Start of Data to examine

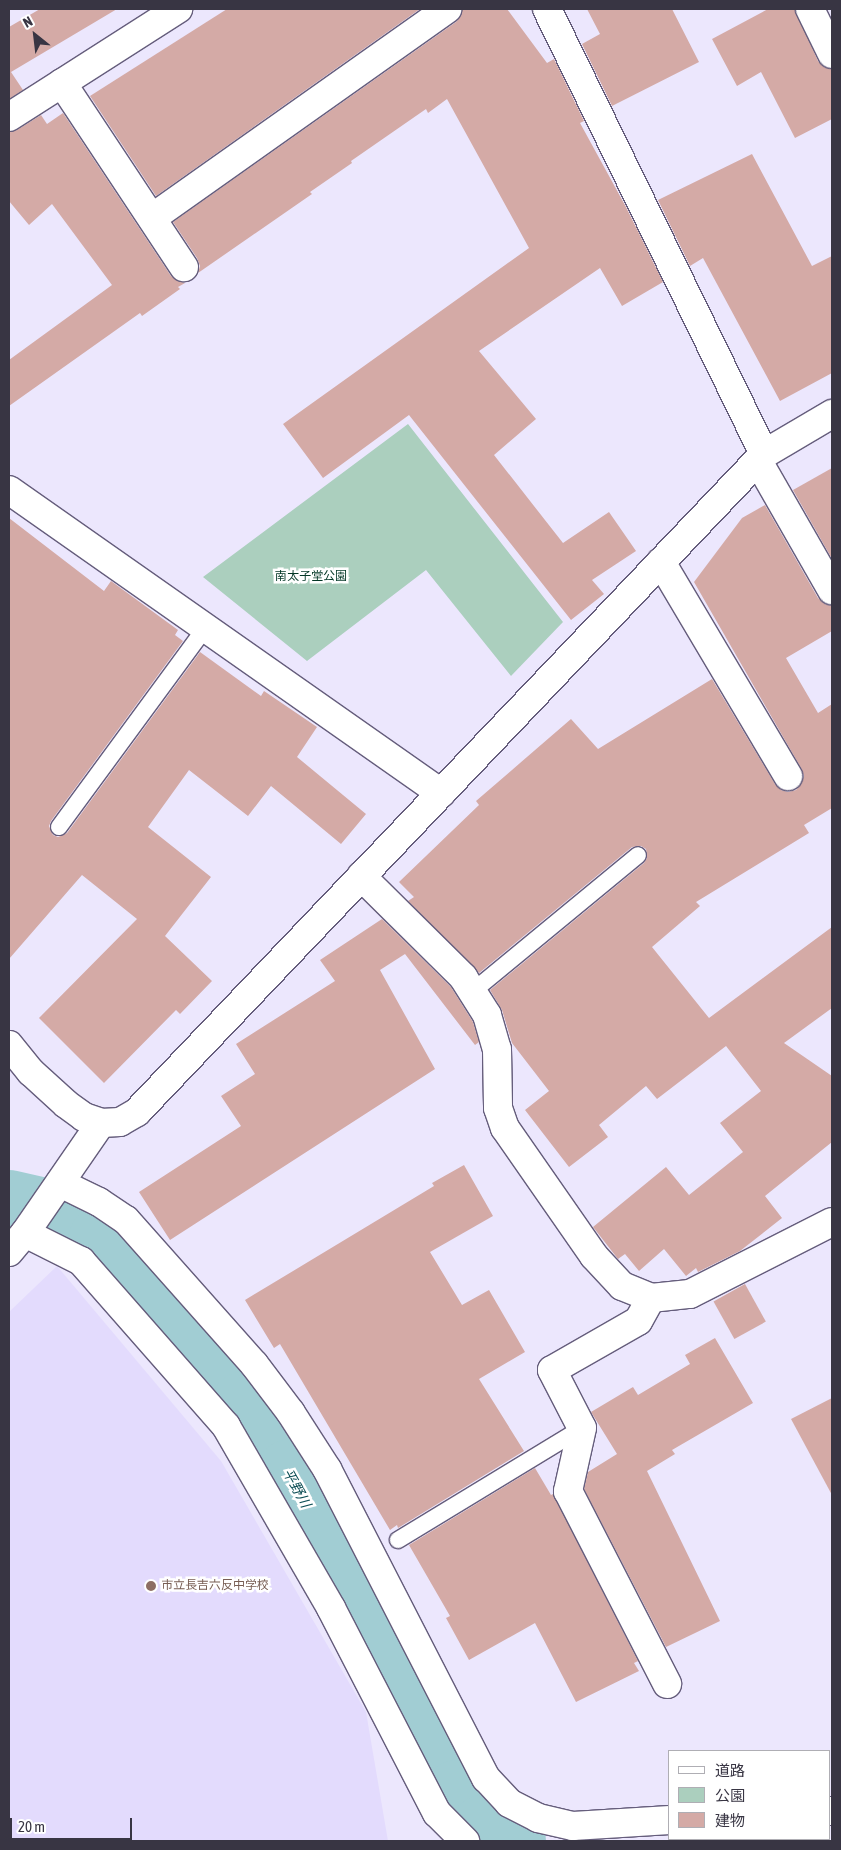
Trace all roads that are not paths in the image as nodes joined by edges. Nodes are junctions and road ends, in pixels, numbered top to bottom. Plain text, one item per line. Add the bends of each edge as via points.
1 (178, 9) edge
2 (447, 9) edge
3 (547, 9) edge
4 (810, 9) edge
5 (832, 54) edge
6 (62, 83) junction
7 (9, 117) edge
8 (152, 218) junction
9 (184, 267) dead end
10 (832, 414) edge
11 (761, 458) junction
12 (9, 490) edge
13 (661, 562) junction
14 (832, 590) edge
15 (205, 628) junction
16 (788, 776) dead end
17 (441, 793) junction
18 (59, 827) dead end
19 (638, 855) dead end
20 (361, 876) junction
21 (472, 992) junction
22 (9, 1045) edge
23 (101, 1123) junction
24 (60, 1182) junction
25 (832, 1222) edge
26 (17, 1243) edge
27 (651, 1298) junction
28 (582, 1428) junction
29 (398, 1540) dead end
30 (667, 1684) dead end
31 (668, 1820) edge
32 (465, 1841) edge

1 - 6 street
2 - 8 street
3 - 11 street
4 - 5 street
6 - 7 street
6 - 8 street
8 - 9 street
10 - 11 street
11 - 13 street
11 - 14 street
12 - 15 street
13 - 16 street
13 - 17 street
15 - 17 street
15 - 18 lane
17 - 20 street
19 - 21 lane
20 - 21 street via 464,977
20 - 23 street via 136,1112 120,1122
21 - 27 street via 487,1016 497,1049 498,1108 505,1128 594,1256 622,1286
22 - 23 street via 31,1072 66,1104 84,1117
23 - 24 street
24 - 26 street
24 - 31 street via 126,1220 254,1364 291,1413 327,1469 486,1778 509,1803 538,1818 573,1826
25 - 27 street via 690,1294
26 - 32 street via 81,1261 226,1426 330,1608 437,1813
27 - 28 street via 638,1321 552,1370
28 - 29 lane
28 - 30 street via 568,1491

End of Data to examine

> **Exercise details**
Restate the listing word for word. Pictures do not belong in the copy.

> **Result of this task**
Trace all roads that are not paths in the image as nodes joined by edges. Nodes are junctions and road ends, in pixels, numbered top to bottom. Plain text, one item per line. Add the bends of each edge as via points.
1 (178, 9) edge
2 (447, 9) edge
3 (547, 9) edge
4 (810, 9) edge
5 (832, 54) edge
6 (62, 83) junction
7 (9, 117) edge
8 (152, 218) junction
9 (184, 267) dead end
10 (832, 414) edge
11 (761, 458) junction
12 (9, 490) edge
13 (661, 562) junction
14 (832, 590) edge
15 (205, 628) junction
16 (788, 776) dead end
17 (441, 793) junction
18 (59, 827) dead end
19 (638, 855) dead end
20 (361, 876) junction
21 (472, 992) junction
22 (9, 1045) edge
23 (101, 1123) junction
24 (60, 1182) junction
25 (832, 1222) edge
26 (17, 1243) edge
27 (651, 1298) junction
28 (582, 1428) junction
29 (398, 1540) dead end
30 (667, 1684) dead end
31 (668, 1820) edge
32 (465, 1841) edge

1 - 6 street
2 - 8 street
3 - 11 street
4 - 5 street
6 - 7 street
6 - 8 street
8 - 9 street
10 - 11 street
11 - 13 street
11 - 14 street
12 - 15 street
13 - 16 street
13 - 17 street
15 - 17 street
15 - 18 lane
17 - 20 street
19 - 21 lane
20 - 21 street via 464,977
20 - 23 street via 136,1112 120,1122
21 - 27 street via 487,1016 497,1049 498,1108 505,1128 594,1256 622,1286
22 - 23 street via 31,1072 66,1104 84,1117
23 - 24 street
24 - 26 street
24 - 31 street via 126,1220 254,1364 291,1413 327,1469 486,1778 509,1803 538,1818 573,1826
25 - 27 street via 690,1294
26 - 32 street via 81,1261 226,1426 330,1608 437,1813
27 - 28 street via 638,1321 552,1370
28 - 29 lane
28 - 30 street via 568,1491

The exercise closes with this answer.